Guns don't kill people, fictional guns kill people. That was one takeaway from NRA President Wayne LaPierre's press conference on Friday in response to the massacre at Sandy Hook Elementary School. Here are LaPierre's words:
And here's another dirty little truth that the media try their best to conceal: There exists in this country a callous, corrupt and corrupting shadow industry that sells, and sows, violence against its own people. Through vicious, violent video games with names like Bulletstorm, Grand Theft Auto, Mortal Kombat and Splatterhouse. And here’s one: it’s called Kindergarten Killers. It’s been online for 10 years. How come my research department could find it and all of yours either couldn’t or didn’t want anyone to know you had found it?
Ah yes, Kindergarten Killer—the real culprit behind our nation's epidemic of gun violence. So insidious is this game that no one has ever heard of it, let alone played it. The NRA blames the media for that. Because when the media aren't busy corrupting our moral fiber by promoting violent entertainment, they're corrupting our moral fiber by not promoting violent entertainment.
Duly shamed by LaPierre for their previous ignorance (or willful suppression) of Kindergarten Killer's existence, some of us in the media are at last performing our civic obligation to publicize this game to a wider audience. And what a game it is.

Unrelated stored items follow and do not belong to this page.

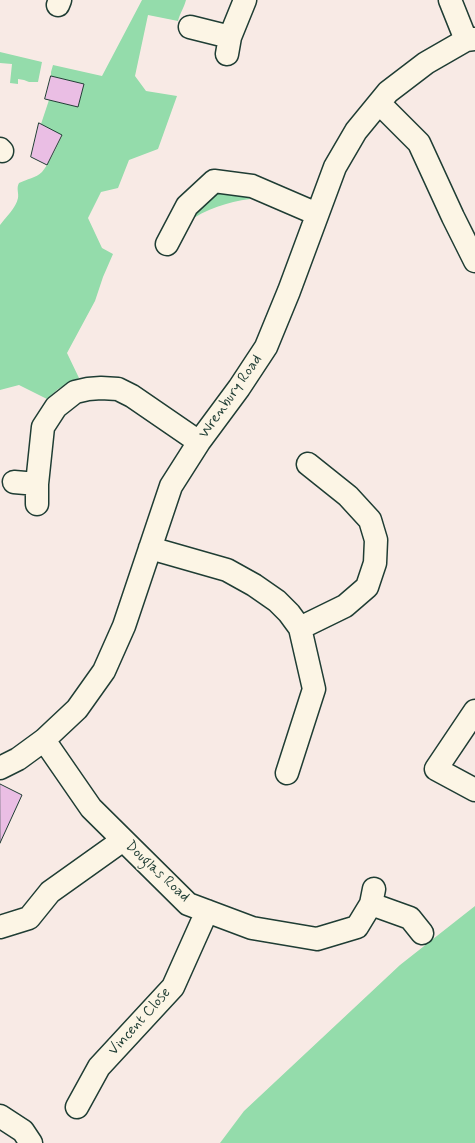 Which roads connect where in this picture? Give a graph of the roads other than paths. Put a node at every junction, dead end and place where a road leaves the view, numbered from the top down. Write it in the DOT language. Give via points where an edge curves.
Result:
graph roads {
  1 [pos="244,0"];
  2 [pos="450,0"];
  3 [pos="190,28"];
  4 [pos="471,40"];
  5 [pos="379,103"];
  6 [pos="317,214"];
  7 [pos="167,244"];
  8 [pos="475,262"];
  9 [pos="199,442"];
  10 [pos="308,464"];
  11 [pos="14,482"];
  12 [pos="150,548"];
  13 [pos="300,628"];
  14 [pos="475,711"];
  15 [pos="44,740"];
  16 [pos="0,768"];
  17 [pos="287,773"];
  18 [pos="475,790"];
  19 [pos="123,840"];
  20 [pos="207,911"];
  21 [pos="0,927"];
  22 [pos="422,933"];
  23 [pos="77,1107"];
  24 [pos="0,1116"];
  25 [pos="31,1143"];
  1 -- 3 [label="street" via="228,45"];
  2 -- 4 [label="street"];
  4 -- 5 [label="street, Wrenbury Road" via="426,63 388,92"];
  5 -- 6 [label="street, Wrenbury Road" via="356,131 335,167"];
  5 -- 8 [label="street" via="419,143"];
  6 -- 7 [label="street" via="252,186 214,181 187,206"];
  6 -- 9 [label="street, Wrenbury Road" via="266,347"];
  9 -- 11 [label="street" via="118,389 88,389 75,392 56,407 43,427 37,494"];
  9 -- 12 [label="street, Wrenbury Road" via="171,486"];
  10 -- 13 [label="street" via="348,496 370,520 376,540 375,563 368,587 345,606"];
  12 -- 13 [label="street" via="227,570 277,601"];
  12 -- 15 [label="street, Wrenbury Road" via="124,626 104,671 77,709"];
  13 -- 17 [label="street" via="314,689"];
  14 -- 18 [label="street" via="430,767"];
  15 -- 16 [label="street, Wrenbury Road" via="18,759"];
  15 -- 19 [label="street, Douglas Road" via="91,808"];
  19 -- 20 [label="street, Douglas Road" via="188,904"];
  19 -- 21 [label="street" via="50,892 29,918"];
  20 -- 22 [label="street, Douglas Road" via="252,928 317,939 357,927 373,896 410,918"];
  20 -- 23 [label="street, Vincent Close" via="173,987 99,1067"];
  24 -- 25 [label="street" via="24,1132"];
}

You can tell from the start that this is a title built to lure kids in and not let them go until it has turned them into ice-blooded slayers, because the first thing you see when you load it in your browser is a message telling you it probably won't work very well even on the lowest-quality setting. Those who want the game to function properly are helpfully directed to a different website, which as far as I could tell no longer exists.